ÉlectionLes Argentins aux urnes pour le premier tour de la présidentielle
Pour être élu au premier tour en Argentine, un candidat doit obtenir au moins 45% des voix, ou 40% des suffrages mais avec 10% d’avance sur le deuxième.
Éreintés par le surendettement et l’inflation, les Argentins votent dimanche au premier tour de l’élection présidentielle, entre la tentation d’un candidat «antisystème» et la certitude de lendemains difficiles. Rarement depuis le retour de la démocratie il y a 40 ans, un scrutin n’a été aussi incertain en Argentine, où l’inflation atteint des niveaux parmi les plus élevés au monde (138%).
Javier Milei, économiste «anarcho-capitaliste» de 53 ans, qui promet de «tronçonner» l’État, admire Donald Trump et nie toute responsabilité de l’homme dans le changement climatique, a renversé la table en deux ans à peine en politique, au point de se trouver en tête des intentions de vote au premier tour.
«Qu’ils s’en aillent tous, qu’il n’en reste plus un!» a encore crié Javier Milei, le visage de la «bronca» (colère), en meeting de clôture cette semaine, fidèle au fil rouge «dégagiste» de sa campagne contre la «caste politique parasite» qui alterne au pouvoir depuis vingt ans, entre péronistes (centre-gauche) ou libéraux.
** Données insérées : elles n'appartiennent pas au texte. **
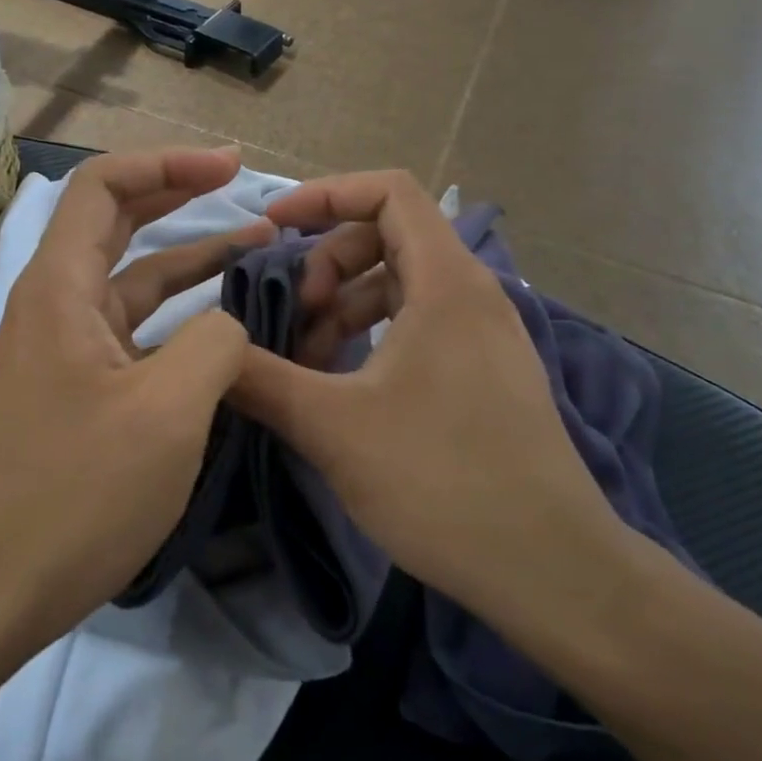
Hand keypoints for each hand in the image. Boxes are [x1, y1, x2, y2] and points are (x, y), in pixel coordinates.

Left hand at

Dans cette «élection de trois tiers», comme l’ont baptisée les sondeurs, Javier Milei recueille environ 35% des intentions de vote.
Austérité, ou ajustements?
Javier Milei devance devant Sergio Massa (autour de 30%), le ministre de l’Économie et candidat du bloc gouvernemental de centre-gauche, et Patricia Bullrich (26%) de l’alliance d’opposition (centre-droit), une ex-ministre de Sécurité sous le président libéral Mauricio Macri (2015-2019). Derrière eux, deux candidats mineurs Myriam Bregman (gauche radicale) et Juan Schiaretti (coalition centriste) ne dépassent pas la barre des 4%.
Pour les Argentins, l’incertitude du lendemain est compagne habituelle: 12,4% d’inflation en août, 12,7% en septembre --plus fort indice mensuel en 32 ans-- des étiquettes qui valsent d’une semaine sur l’autre. Et une guérilla de tous les jours pour déjouer les prix ou pour faire face aux échéances de crédits.
«C’est insupportable, invivable, l’autre jour j’achète un morceau de viande, 1000 pesos, c’était à 500 le mois dernier», réagit Hector Sanchez, serveur de 59 ans, qui se dit tenté de voter Javier Milei «pour mettre les gens au travail, un vrai travail, au lieu de vivre de programmes sociaux». Là se joue sans doute le scrutin, quelque part entre la colère, l’inquiétude et le scepticisme. Envers Patricia Bullrich, qui promet «le gouvernement le plus austère de l’histoire de l’Argentine», et un audit sévère du mille-feuille social, dans un pays à 40% de pauvres, 10% de plus qu’il y a huit ans.
«Mirage»
Envers Sergio Massa, qui assure que «le pire de la crise» est passé grâce à un prochain boom exportateur, mais ne pourra éviter un tour de vis à une économie pathologiquement sursubventionnée, sous l’œil du FMI auquel l’Argentine peine à rembourser un prêt colossal de 44 milliards de dollars (39 milliards de francs). Ou envers Javier Milei, au projet de «dollarisation», soit le remplacement de la monnaie nationale par la devise américaine, décrié dans un manifeste par 170 économistes de divers bords comme un «mirage» au périlleux coût social et inflationniste.
Au lendemain de la primaire d’août, sorte de «répétition» de la présidentielle qui avait vu la percée de Javier Milei (30%), le peso, sous pression, avait été dévalué de 20%. Pour être élu au premier tour, un candidat doit obtenir au moins 45% des voix, ou 40% des suffrages mais avec 10% d’avance sur le deuxième.
Dans le cas contraire, un deuxième tour aura lieu le 19 novembre. Quelque 35,8 millions d’électeurs renouvellent aussi dimanche la moitié des députés, et un tiers du Sénat. Les premiers résultats sont attendus vers 22h00 locales (03h00 lundi, heure suisse).